In 1906, as American boxers took turns being world heavyweight champions, no one could have predicted the victory of Canadian Tommy Burns. At 170 cm tall, this boxer was not only the shortest ever to win the title of world champion, but also the only Canadian to do so. Often underestimated by his opponents because of his size, Burns had exemplary technique that allowed him to crush even the toughest of adversaries.                                                                                                                                                Born Noah Brusso in Hanover, Ontario, Tommy Burns was the 12th child in a family of 13 children. He grew up in a modest environment and, at a very young age, was taken out of school by his mother following a fight with a classmate.

She completely disapproved of boxing. That is why, as an adult, after a fight that put one of his opponents in a coma, Noah chose to change his name. He believed that, by doing so, his mother would not be able to follow his exploits. Since Irish boxers had an excellent reputation, he chose an Irish-sounding name, Tommy Burns, in the hope of boosting his career.

Black-and-white photo of a man wearing boxing gloves, shorts and shoes.

Boxer Tommy Burns, date unknown. (c014091)

Black-and-white photo of a man wearing boxing gloves, shorts and shoes.

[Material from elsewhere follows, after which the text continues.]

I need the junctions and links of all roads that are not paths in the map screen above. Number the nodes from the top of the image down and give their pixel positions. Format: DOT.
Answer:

Boxer Tommy Burns, 1912. (c014094)

In the ring, Tommy Burns used strategy; each of his actions was calculated. He insulted his opponents to put them off balance. He avoided being hit. When he attacked, he managed to eliminate them through his speed and hook. His many years of hockey and lacrosse training had given him strong legs, while his long arms gave him a reach that surprised his opponents. His amazing technique won him many victories, as most of his competitors relied only on physical strength.

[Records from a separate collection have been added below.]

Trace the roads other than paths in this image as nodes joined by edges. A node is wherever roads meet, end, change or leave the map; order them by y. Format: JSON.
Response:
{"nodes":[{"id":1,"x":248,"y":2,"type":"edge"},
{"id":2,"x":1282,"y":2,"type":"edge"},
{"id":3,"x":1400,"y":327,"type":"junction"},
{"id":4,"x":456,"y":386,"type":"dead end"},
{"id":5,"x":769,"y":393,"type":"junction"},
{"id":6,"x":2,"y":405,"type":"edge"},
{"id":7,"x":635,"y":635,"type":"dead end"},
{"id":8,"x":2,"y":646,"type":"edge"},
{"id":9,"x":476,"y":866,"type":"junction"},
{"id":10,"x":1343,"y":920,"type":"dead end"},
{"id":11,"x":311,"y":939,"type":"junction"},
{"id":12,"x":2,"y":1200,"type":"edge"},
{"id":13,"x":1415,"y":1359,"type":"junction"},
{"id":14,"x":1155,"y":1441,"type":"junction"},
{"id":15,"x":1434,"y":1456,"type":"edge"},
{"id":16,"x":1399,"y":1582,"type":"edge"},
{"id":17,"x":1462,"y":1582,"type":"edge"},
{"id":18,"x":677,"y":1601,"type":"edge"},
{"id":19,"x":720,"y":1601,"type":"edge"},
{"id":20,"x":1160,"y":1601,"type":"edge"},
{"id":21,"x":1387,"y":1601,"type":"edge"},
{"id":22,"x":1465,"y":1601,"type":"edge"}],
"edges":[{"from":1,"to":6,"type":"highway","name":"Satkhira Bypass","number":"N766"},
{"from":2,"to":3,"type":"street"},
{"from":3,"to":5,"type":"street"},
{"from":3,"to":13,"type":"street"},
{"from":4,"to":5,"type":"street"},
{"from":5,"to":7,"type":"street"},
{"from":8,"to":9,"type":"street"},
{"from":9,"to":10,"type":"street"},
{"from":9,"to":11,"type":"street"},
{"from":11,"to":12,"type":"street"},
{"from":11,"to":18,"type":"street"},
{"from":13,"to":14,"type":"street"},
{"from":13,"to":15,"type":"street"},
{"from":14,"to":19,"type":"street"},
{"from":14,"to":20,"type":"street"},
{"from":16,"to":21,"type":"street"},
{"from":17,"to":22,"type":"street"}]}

Burns considered boxing technique a science unto itself. He even wrote a book on this topic, Scientific Boxing and Self Defence. Published in 1908, the book is part of the Library and Archives Canada collection.

Black-and-white photo of a hand holding a book open at the title page.

Book written by Tommy Burns, Scientific Boxing and Self Defence Photo: David Knox

However, what distinguished Tommy Burns most from the boxers of his time was his willingness to fight opponents of all nationalities. While most boxers refused to compete against athletes of different backgrounds, Burns saw this as an opportunity to gain experience and prove that he was the very best. He was the first heavyweight champion to defend his title against an African-American.

As Burns climbed to the top, he faced champions from around the world. Becoming the best white or Canadian boxer was not enough for him: he wanted to be the best in the world. That is why, in 1908, he chose to fight Jack Johnson, a boxer of imposing stature. Burns lost the fight, and Johnson became the first black boxer in history to win the world champion title. Burns’s bold performance won him a standing ovation when he left the arena.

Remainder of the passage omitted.